Data under study:
---
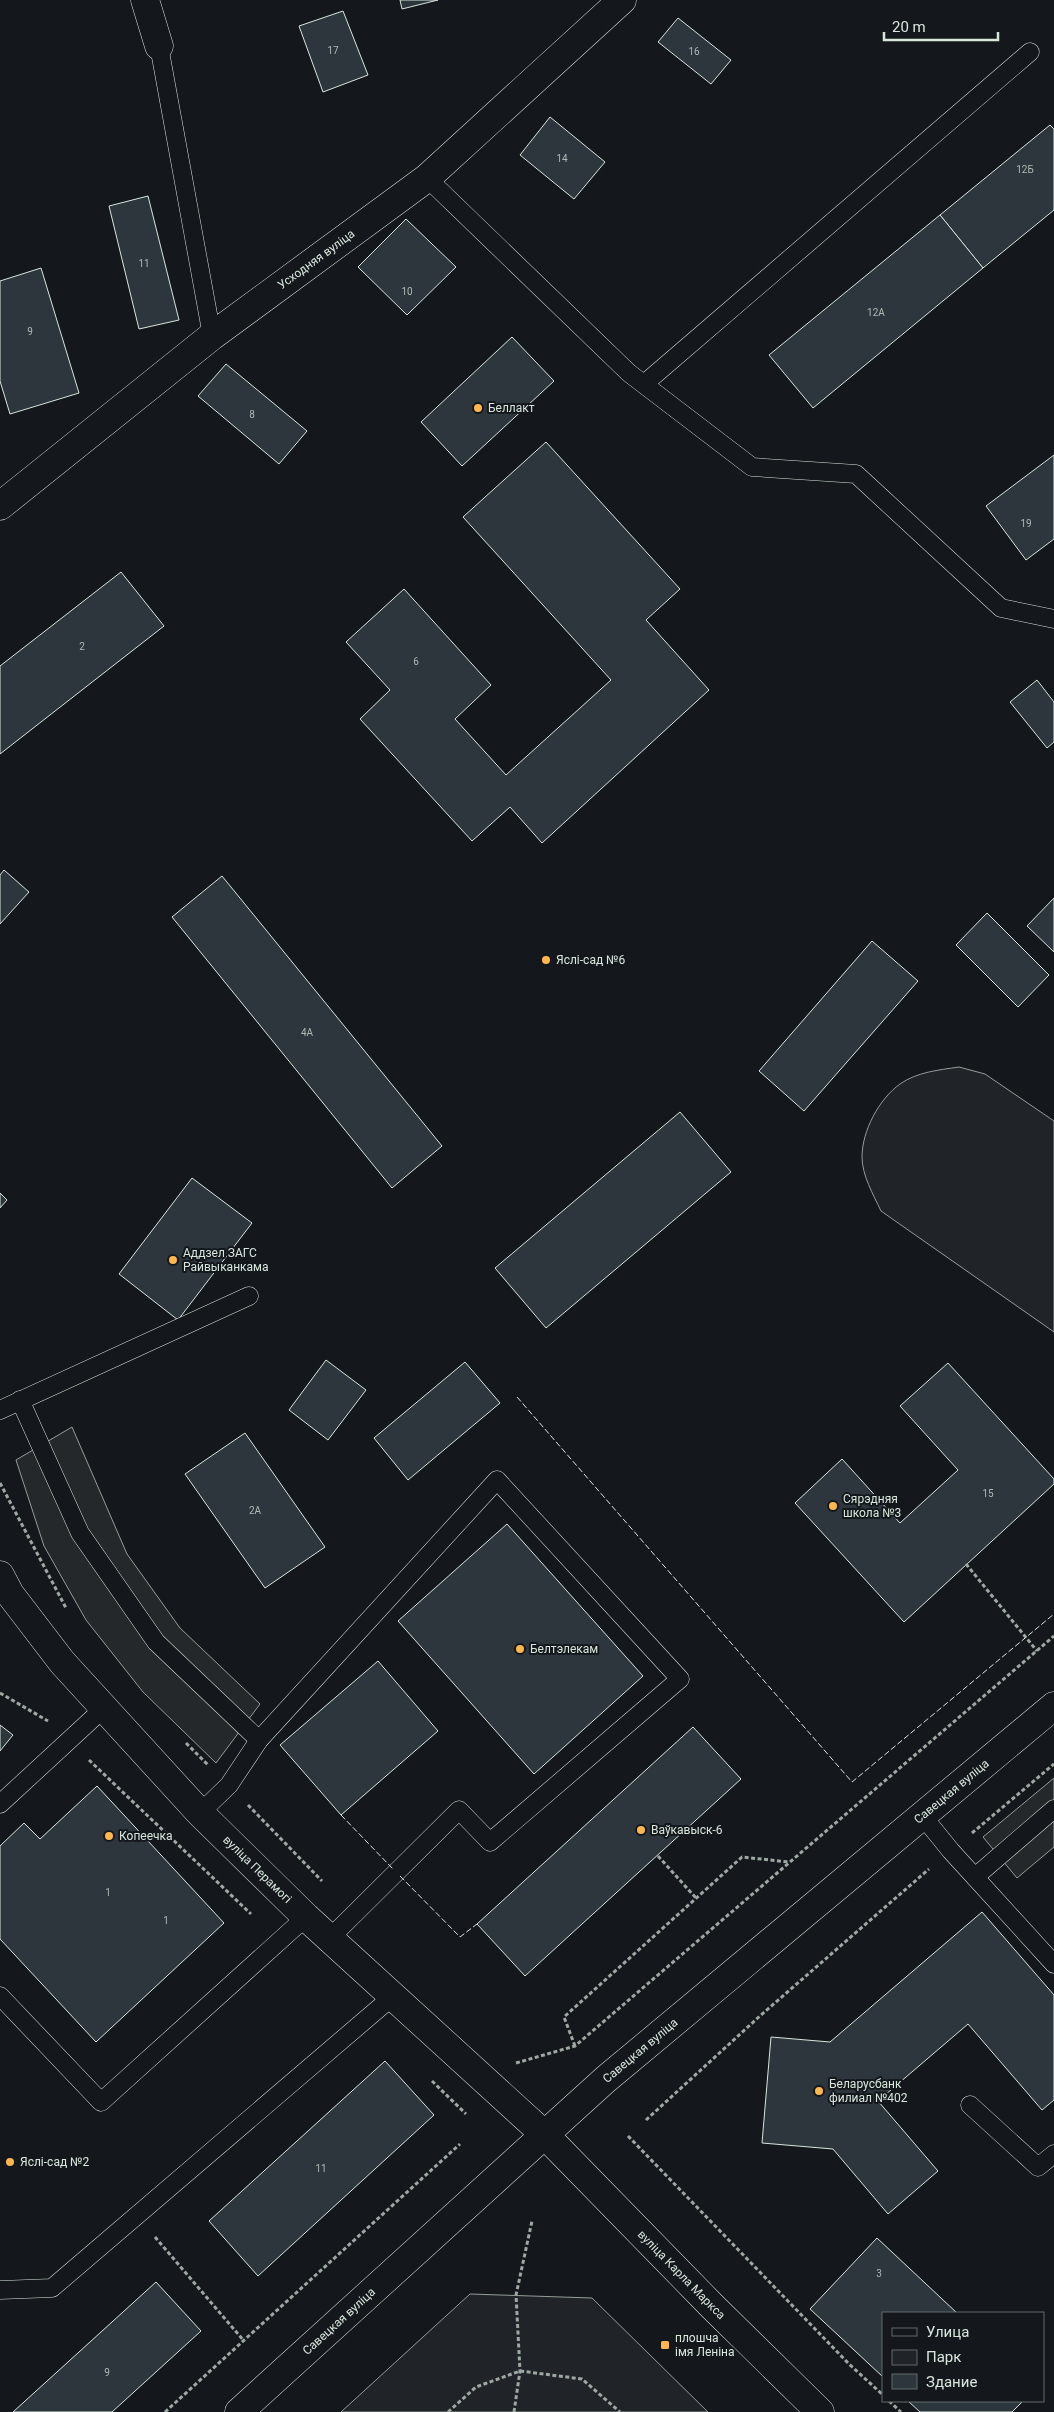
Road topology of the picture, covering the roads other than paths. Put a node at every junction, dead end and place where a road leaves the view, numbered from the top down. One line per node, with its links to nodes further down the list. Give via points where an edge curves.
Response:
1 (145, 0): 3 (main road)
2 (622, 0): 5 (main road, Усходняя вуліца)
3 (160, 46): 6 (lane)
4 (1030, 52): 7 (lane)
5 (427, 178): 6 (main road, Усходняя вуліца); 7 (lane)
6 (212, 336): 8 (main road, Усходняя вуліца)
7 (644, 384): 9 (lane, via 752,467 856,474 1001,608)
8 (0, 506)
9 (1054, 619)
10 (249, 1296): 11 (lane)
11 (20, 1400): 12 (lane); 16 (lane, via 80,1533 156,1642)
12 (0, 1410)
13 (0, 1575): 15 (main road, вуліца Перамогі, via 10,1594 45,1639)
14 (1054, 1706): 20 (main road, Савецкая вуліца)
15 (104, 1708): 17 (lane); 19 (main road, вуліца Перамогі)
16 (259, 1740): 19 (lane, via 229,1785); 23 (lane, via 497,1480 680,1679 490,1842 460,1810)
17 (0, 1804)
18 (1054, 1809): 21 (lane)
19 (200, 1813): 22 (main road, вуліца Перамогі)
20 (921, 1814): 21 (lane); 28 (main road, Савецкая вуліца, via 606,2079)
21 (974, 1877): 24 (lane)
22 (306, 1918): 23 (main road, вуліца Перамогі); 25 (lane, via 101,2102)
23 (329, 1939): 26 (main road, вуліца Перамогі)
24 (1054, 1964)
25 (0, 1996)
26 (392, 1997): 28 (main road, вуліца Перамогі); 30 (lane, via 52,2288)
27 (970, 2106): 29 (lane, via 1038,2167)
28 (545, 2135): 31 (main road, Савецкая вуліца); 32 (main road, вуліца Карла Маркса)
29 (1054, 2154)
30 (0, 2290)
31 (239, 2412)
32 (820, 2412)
---
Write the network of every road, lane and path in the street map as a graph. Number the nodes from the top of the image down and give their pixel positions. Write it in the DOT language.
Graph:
---
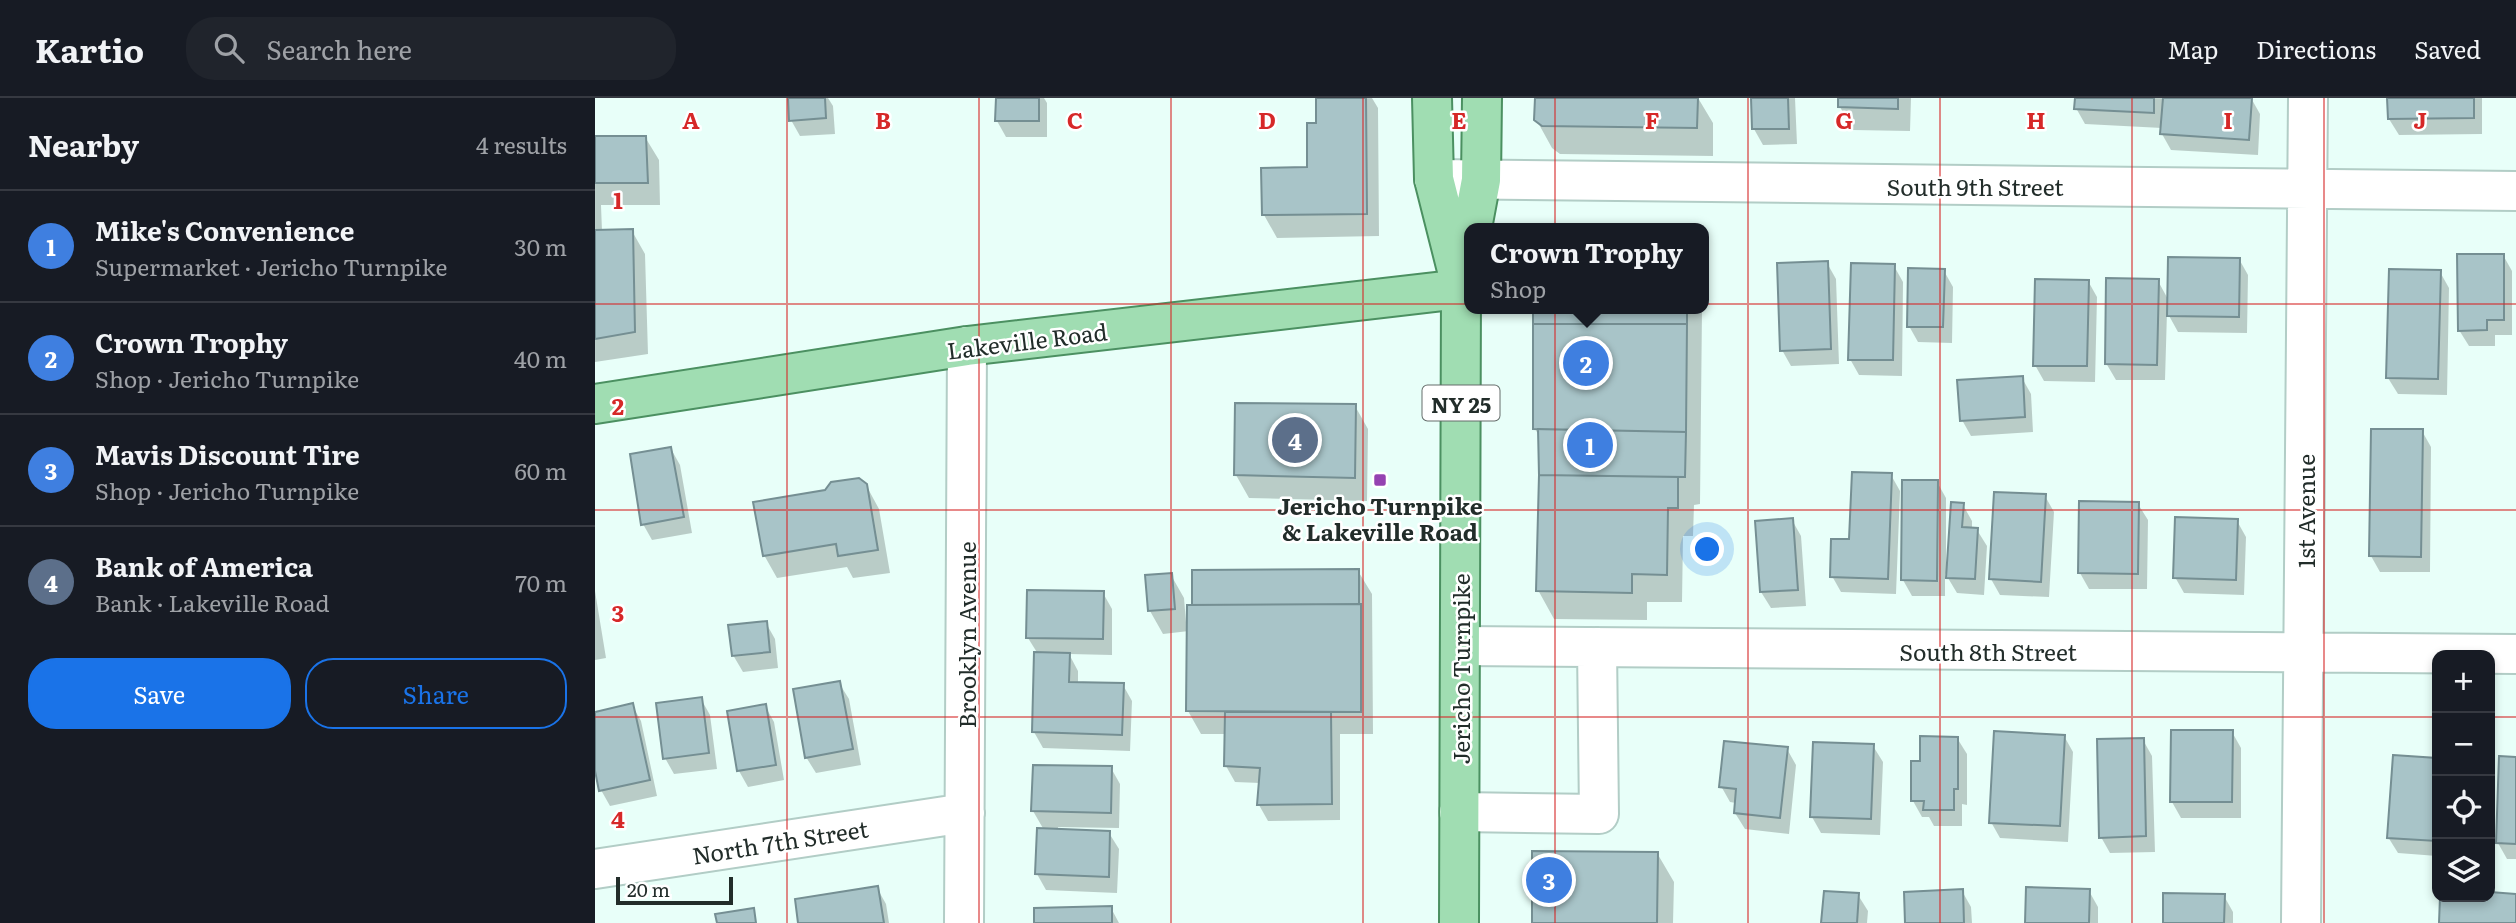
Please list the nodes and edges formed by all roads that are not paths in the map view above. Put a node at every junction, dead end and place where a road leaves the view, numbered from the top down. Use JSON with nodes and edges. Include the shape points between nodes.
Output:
---
Instructions for the task: If a line in the records above contains the string "leaves", copy that line out.

Written answer:
Road topology of the picture, covering the roads other than paths. Put a node at every junction, dead end and place where a road leaves the view, numbered from the top down. One line per node, with its links to nodes further down the list. Give via points where an edge curves.
Please list the nodes and edges formed by all roads that are not paths in the map view above. Put a node at every junction, dead end and place where a road leaves the view, numbered from the top down. Use JSON with nodes and edges. Include the shape points between nodes.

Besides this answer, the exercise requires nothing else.